┌──

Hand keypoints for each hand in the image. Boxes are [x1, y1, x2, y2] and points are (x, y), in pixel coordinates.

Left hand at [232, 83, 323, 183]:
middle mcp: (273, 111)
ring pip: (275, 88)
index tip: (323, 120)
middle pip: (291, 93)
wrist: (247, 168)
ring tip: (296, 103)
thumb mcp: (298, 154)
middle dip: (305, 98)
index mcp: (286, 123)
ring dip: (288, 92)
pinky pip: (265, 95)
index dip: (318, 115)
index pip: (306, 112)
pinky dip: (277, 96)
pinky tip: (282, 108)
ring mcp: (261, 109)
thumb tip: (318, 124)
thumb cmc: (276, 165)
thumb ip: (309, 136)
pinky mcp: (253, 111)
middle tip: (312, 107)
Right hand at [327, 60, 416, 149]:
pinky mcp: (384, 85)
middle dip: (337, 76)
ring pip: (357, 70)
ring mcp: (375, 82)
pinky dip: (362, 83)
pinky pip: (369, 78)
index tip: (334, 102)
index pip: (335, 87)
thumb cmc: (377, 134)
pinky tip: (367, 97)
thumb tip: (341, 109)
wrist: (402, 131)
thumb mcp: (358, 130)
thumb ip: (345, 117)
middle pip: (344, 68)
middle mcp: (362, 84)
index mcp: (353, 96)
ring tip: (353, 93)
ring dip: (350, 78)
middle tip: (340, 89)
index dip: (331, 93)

└──
┌──

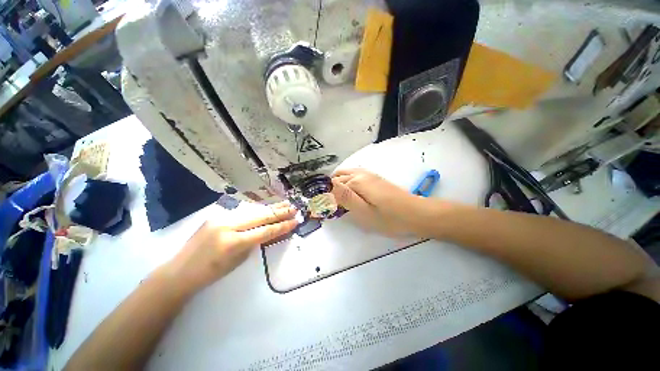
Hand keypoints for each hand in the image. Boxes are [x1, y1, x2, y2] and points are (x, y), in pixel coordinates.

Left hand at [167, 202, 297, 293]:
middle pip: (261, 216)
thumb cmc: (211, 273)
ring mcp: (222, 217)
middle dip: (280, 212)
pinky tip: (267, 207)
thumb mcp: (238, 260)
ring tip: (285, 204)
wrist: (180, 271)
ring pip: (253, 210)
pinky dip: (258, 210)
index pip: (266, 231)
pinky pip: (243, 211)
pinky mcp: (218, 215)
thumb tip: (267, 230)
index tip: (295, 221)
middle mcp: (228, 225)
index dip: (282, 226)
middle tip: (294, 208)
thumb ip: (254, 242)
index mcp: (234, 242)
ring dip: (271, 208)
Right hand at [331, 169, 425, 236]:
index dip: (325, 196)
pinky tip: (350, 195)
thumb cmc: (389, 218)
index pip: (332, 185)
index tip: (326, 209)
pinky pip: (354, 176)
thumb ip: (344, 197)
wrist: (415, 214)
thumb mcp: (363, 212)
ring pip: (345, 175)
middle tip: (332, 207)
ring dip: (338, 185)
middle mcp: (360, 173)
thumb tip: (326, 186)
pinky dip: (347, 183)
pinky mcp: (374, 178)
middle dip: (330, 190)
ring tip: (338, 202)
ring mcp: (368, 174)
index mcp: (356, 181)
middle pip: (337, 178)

└──

Work order |
Looking at the entries above, can you reproduce exactly the lines from the one that holds "middle dip: (330, 190)" through the one that holds "middle pip: (337, 178)", and only those?

Result of this exercise |
middle dip: (330, 190)
ring tip: (338, 202)
ring mcp: (368, 174)
index mcp: (356, 181)
middle pip: (337, 178)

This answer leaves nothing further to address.